By now, followers of Twitter (NYSE:TWTR) have seen the stock sell-off nearly 10% in the after-hours trading of the company's latest earnings release. As Seeking Alpha has noted, Twitter beat analyst expectations on revenue and earnings-per share. Yet it is widely reported that the company's Monthly Active User (MAU) and engagement levels have failed to impress investors, and triggered the negative sentiment and sell-off. Feria would like to get a deeper understanding of user engagement, both on Twitter generally and with ads specifically, since management expressed what can only be characterized as excitement and satisfaction with user engagement. Where is the disconnect?
Ad Revenue Growth: No Cause For Concern?
Beginning with Twitter's advertising revenue, Feria is hard-pressed to find evidence that the company performed poorly on this metric. Despite what management described as an abnormally large number of "live events" during the quarter, Twitter reported ad sales of $226 million, up 125% from a year ago. Interestingly, even though a majority of Twitter's users are based overseas, international sales only accounted for 28% of total revenue (an increase of 183% year-over-year). Perhaps the market has expected Twitter to ramp up ad sales, but triple digit percentage growth would indicate that the company is at least performing adequately on this metric. Yet the MAU numbers, and the monetization of user engagement may be the sore spot for the market.
MAU and Engagement Efficacy
The tapering of growth in MAU may be a cause of concern for investors. Although Twitter added more users in aggregate than a quarter ago, the growth rate has declined year-over-year.
SA contributors have characterized this for Twitter as a "decelerating growth profile" and when a stock is valued as astronomically as TWTR, decelerating growth can be harmful to the share price.
Some analysts do not attribute as much importance on MAU as one may expect however; Pivotal Research Group explained that investors may be "overly focused" on user growth, even though "[a]bsence of significant growth would be unsurprising to us given our view of Twitter as a niche consumer proposition in most markets[.]" Instead, perhaps engagement and monetization of the user experience on Twitter should remain in focus. And here is where management is giddy on the earnings call.

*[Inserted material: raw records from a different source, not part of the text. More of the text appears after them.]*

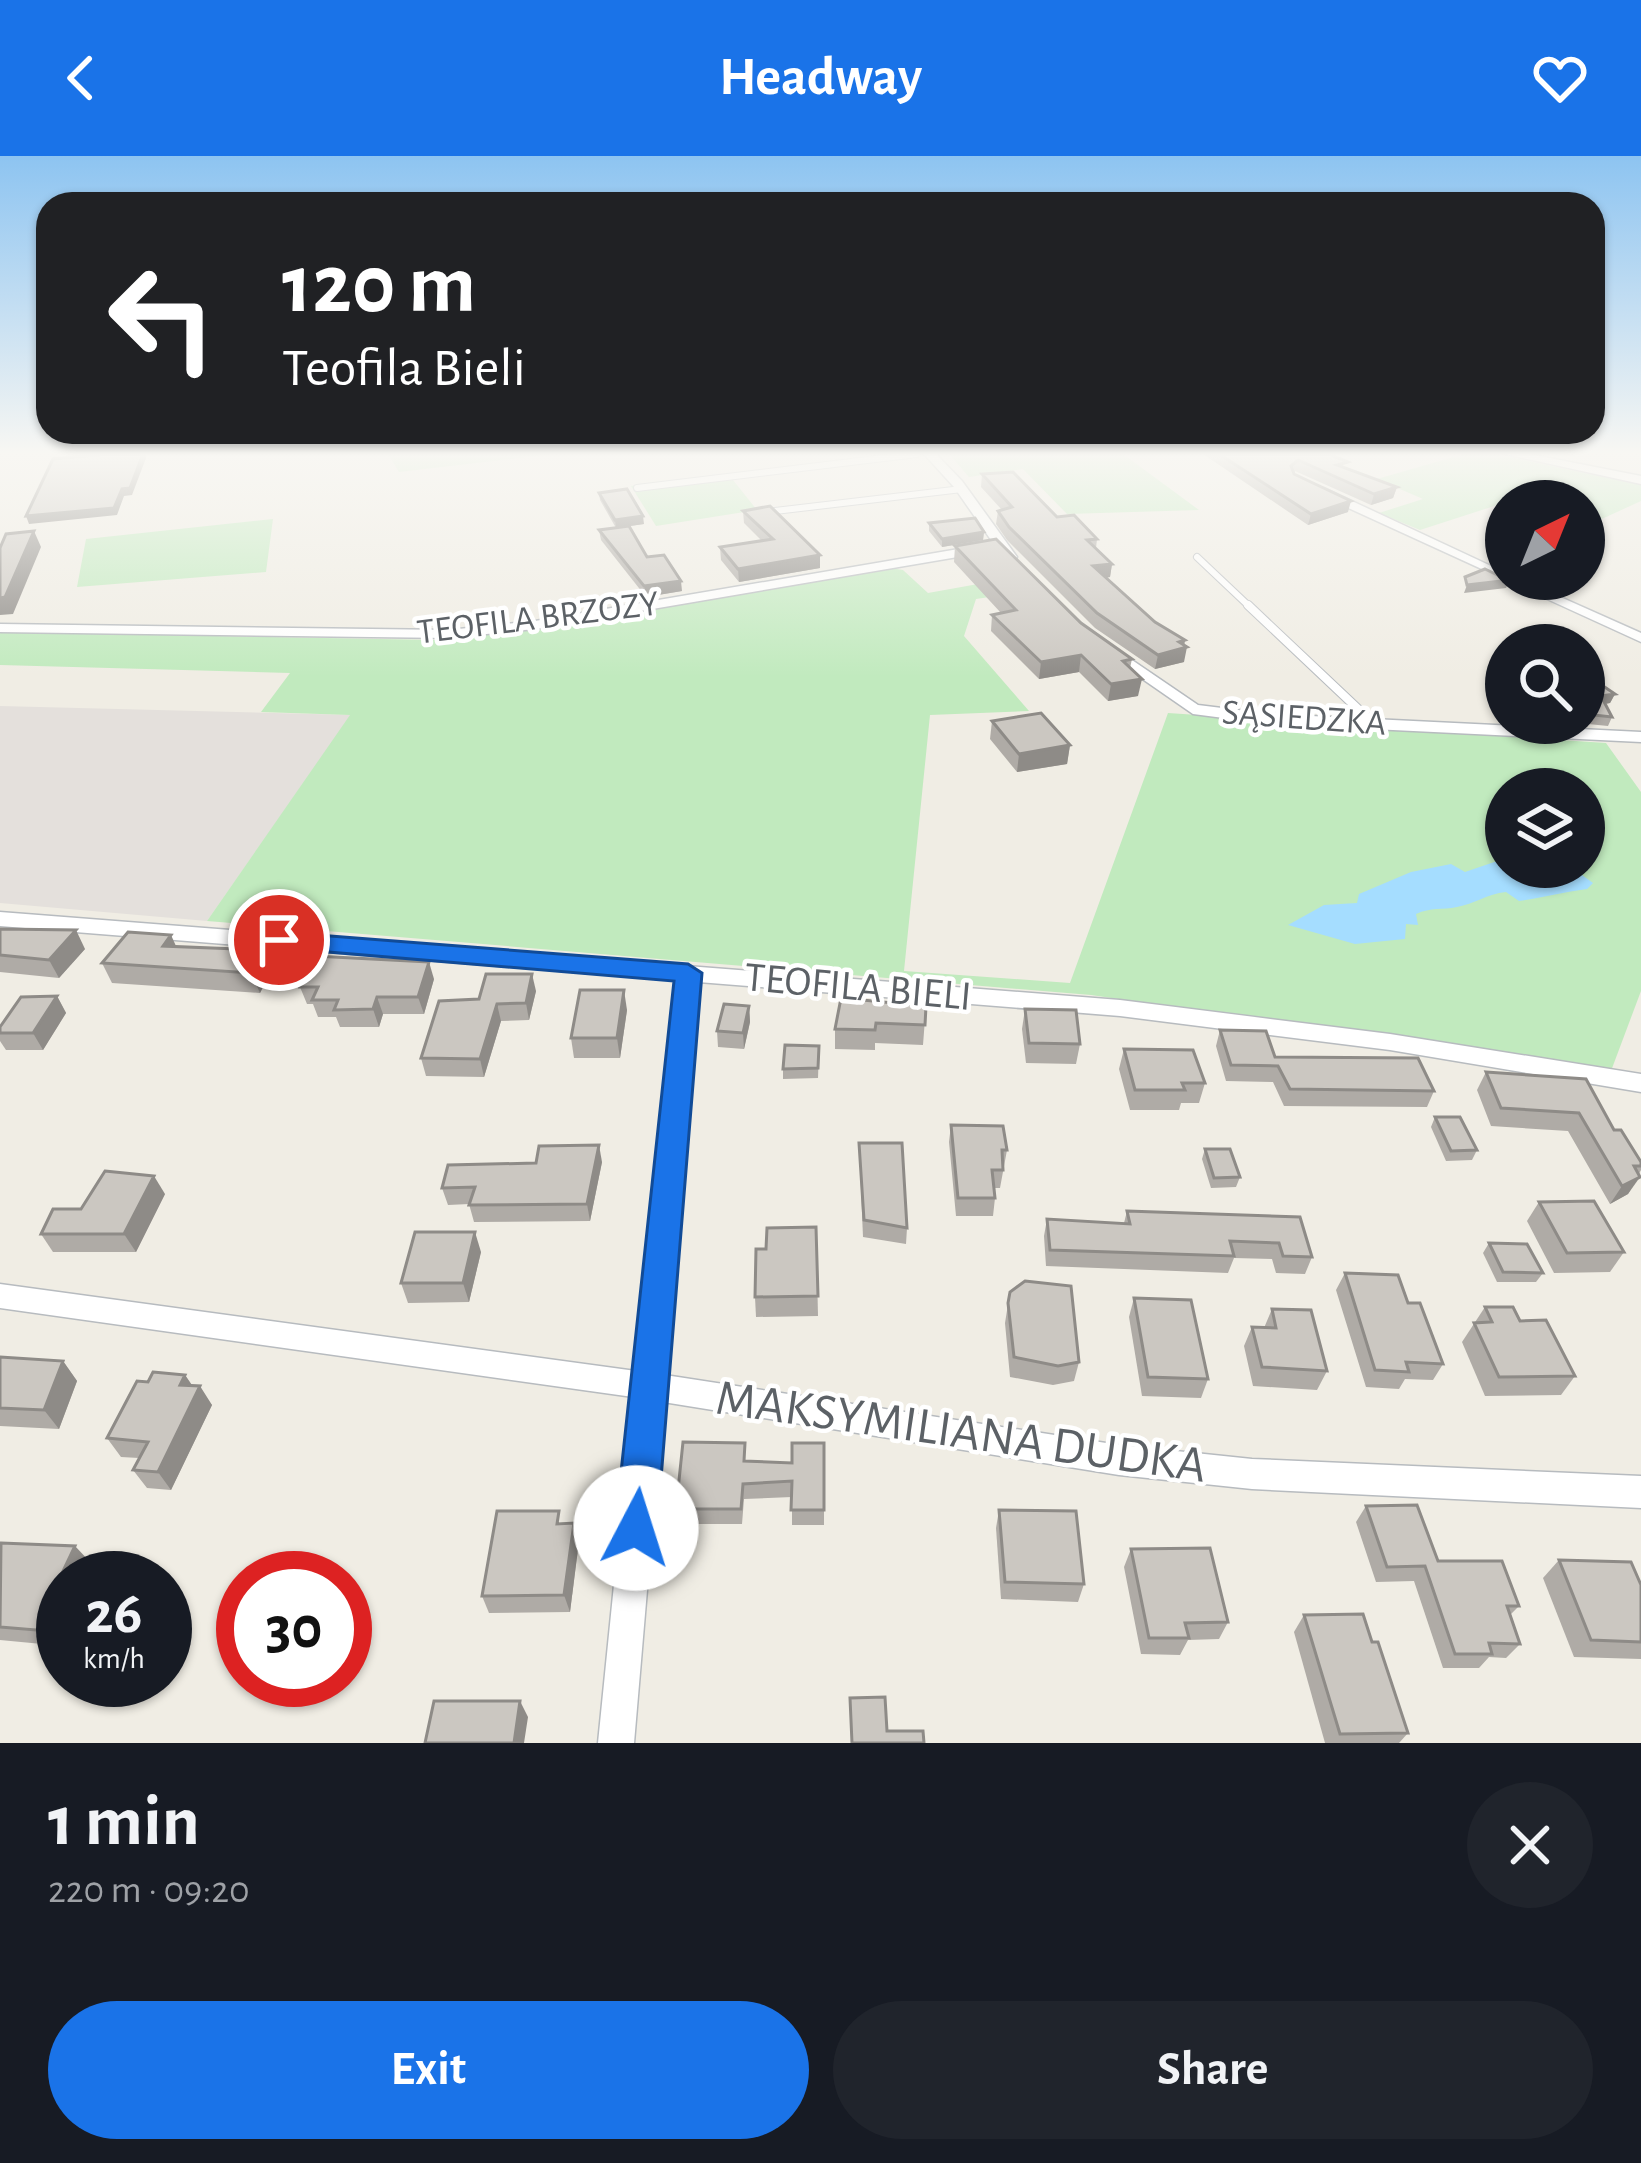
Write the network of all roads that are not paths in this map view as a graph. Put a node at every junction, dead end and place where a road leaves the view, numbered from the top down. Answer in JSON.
{"nodes":[{"id":1,"x":987,"y":528,"type":"edge"},
{"id":2,"x":1401,"y":528,"type":"edge"},
{"id":3,"x":999,"y":546,"type":"junction"},
{"id":4,"x":1197,"y":557,"type":"dead end"},
{"id":5,"x":1485,"y":568,"type":"edge"},
{"id":6,"x":1028,"y":575,"type":"edge"},
{"id":7,"x":1556,"y":600,"type":"edge"},
{"id":8,"x":0,"y":628,"type":"edge"},
{"id":9,"x":1087,"y":634,"type":"edge"},
{"id":10,"x":1641,"y":638,"type":"edge"},
{"id":11,"x":1374,"y":724,"type":"junction"},
{"id":12,"x":1641,"y":737,"type":"edge"},
{"id":13,"x":0,"y":919,"type":"edge"},
{"id":14,"x":688,"y":973,"type":"junction"},
{"id":15,"x":1641,"y":1083,"type":"edge"},
{"id":16,"x":0,"y":1296,"type":"edge"},
{"id":17,"x":649,"y":1386,"type":"junction"},
{"id":18,"x":1641,"y":1492,"type":"edge"},
{"id":19,"x":616,"y":1743,"type":"edge"}],
"edges":[{"from":1,"to":3,"type":"street"},
{"from":2,"to":5,"type":"street"},
{"from":3,"to":6,"type":"street"},
{"from":3,"to":8,"type":"street","name":"TEOFILA BRZOZY"},
{"from":4,"to":11,"type":"lane"},
{"from":7,"to":10,"type":"street"},
{"from":9,"to":11,"type":"street","name":"SĄSIEDZKA"},
{"from":11,"to":12,"type":"street","name":"SĄSIEDZKA"},
{"from":13,"to":14,"type":"street","name":"TEOFILA BIELI"},
{"from":14,"to":15,"type":"street","name":"TEOFILA BIELI"},
{"from":14,"to":17,"type":"street"},
{"from":16,"to":17,"type":"street","name":"MAKSYMILIANA DUDKA"},
{"from":17,"to":18,"type":"street","name":"MAKSYMILIANA DUDKA"},
{"from":17,"to":19,"type":"street"}]}
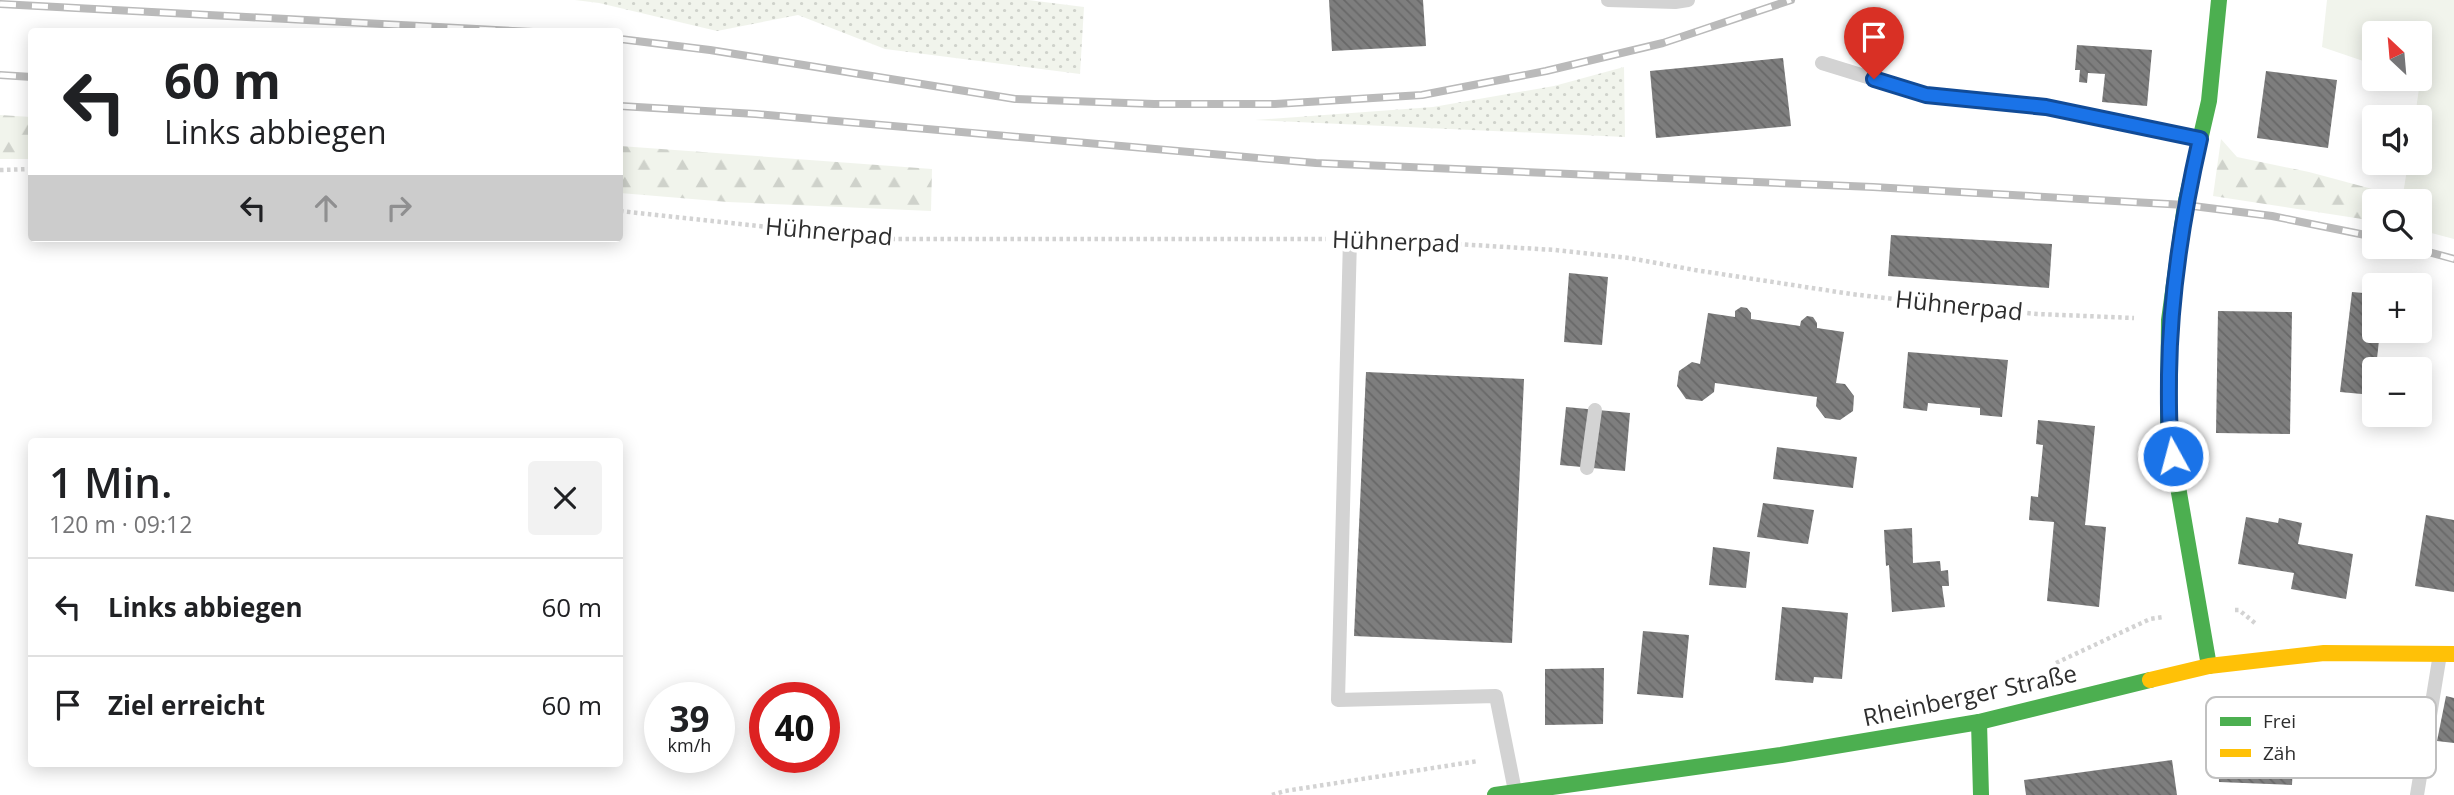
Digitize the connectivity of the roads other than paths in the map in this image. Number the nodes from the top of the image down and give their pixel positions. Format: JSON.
{"nodes":[{"id":1,"x":1608,"y":0,"type":"edge"},
{"id":2,"x":1688,"y":0,"type":"edge"},
{"id":3,"x":2219,"y":0,"type":"edge"},
{"id":4,"x":1822,"y":63,"type":"dead end"},
{"id":5,"x":2200,"y":139,"type":"junction"},
{"id":6,"x":1350,"y":239,"type":"road end"},
{"id":7,"x":1595,"y":410,"type":"dead end"},
{"id":8,"x":1587,"y":468,"type":"dead end"},
{"id":9,"x":2447,"y":653,"type":"edge"},
{"id":10,"x":2209,"y":666,"type":"junction"},
{"id":11,"x":2436,"y":705,"type":"edge"},
{"id":12,"x":1979,"y":722,"type":"junction"},
{"id":13,"x":1516,"y":792,"type":"junction"},
{"id":14,"x":1496,"y":795,"type":"edge"},
{"id":15,"x":1982,"y":795,"type":"edge"}],
"edges":[{"from":1,"to":2,"type":"lane"},
{"from":3,"to":5,"type":"main road"},
{"from":4,"to":5,"type":"lane"},
{"from":5,"to":10,"type":"main road"},
{"from":6,"to":13,"type":"lane"},
{"from":7,"to":8,"type":"lane"},
{"from":9,"to":10,"type":"main road","name":"Rheinberger Straße"},
{"from":9,"to":11,"type":"lane"},
{"from":10,"to":12,"type":"main road","name":"Rheinberger Straße"},
{"from":12,"to":13,"type":"main road","name":"Rheinberger Straße"},
{"from":12,"to":15,"type":"main road"},
{"from":13,"to":14,"type":"main road","name":"Rheinberger Straße"}]}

The efficacy of ads on Twitter is up sharply from a year ago, "almost 700 percent" according to CFO Mike Gupta, and quarterly up 26%. Citing Retweets and Favorites, both Gupta and CEO Dick Costolo emphasized the importance of engagement over MAU growth and even timeline views. It is these "interactions" with ads that serves as the basis for management's confidence. CEO Costolo:
I'm really happy with engagement in Q1. It's fantastic across a number of dimensions: One, the areas of focus for us in the last couple of quarters have been increasing the value of a timeline. And we saw, again, as we've mentioned, 26% increase in retweets and favorites just in this last quarter on top of really great growth in Q4.
Further, the two also explain that the newest users of Twitter are essentially just as engaged as existing users. The engagement efficacy is also cited as a leading reason for the number of ads on Twitter remaining low.
Twitter has championed improved algorithms and greater advertiser participation, leading to higher user engagement, and lower ad load. CFO Gupta on efficacy:
We've talked about the improvements we've made in the targeting algorithms and then also the improvements we're making on the consumer side that translates to, like media forward. All of these things are driving meaningfully higher engagement in the ad space, which is translating to higher ad revenue per timeline view.
As Gupta explained, during the last quarter, Twitter was able to produce higher ad revenue per timeline view by addressing the goal of higher user engagement.
As we can see, ad revenue per 1000 timeline views increased 96% year-over-year but down 3% Q/Q due to "seasonality." Indeed, "[t]he increase in ad engagements was driven by higher quality ads and the increased use of reach media by our advertisers." All this while ad load has remained low, succumbing to management's singular concentration on the user experience. And the engagement numbers indicate that Twitter has done a good job at getting users to engage with the ads.
The so-called "decelerating growth profile" centered on MAUs appears to be dueling the unrelenting focus of management to more effectively reach users for advertisers. Deriving higher revenue per timeline view is inextricably linked with how many total users are on Twitter scrolling through timelines. Thus, management's ability to increase engagement efficacy seems to be playing second fiddle to the inability to attract more users among investors. Ultimately, Feria believes management's exuberance on user engagement demonstrates the confidence to chip away at Facebook's (NASDAQ:FB) lead with marketers' advertising choices. If Twitter can give advertisers better ROI than its social media competitors, perhaps it can combat stagnating growth in its user base.
Disclosure: I am long TWTR. I wrote this article myself, and it expresses my own opinions. I am not receiving compensation for it (other than from Seeking Alpha). I have no business relationship with any company whose stock is mentioned in this article.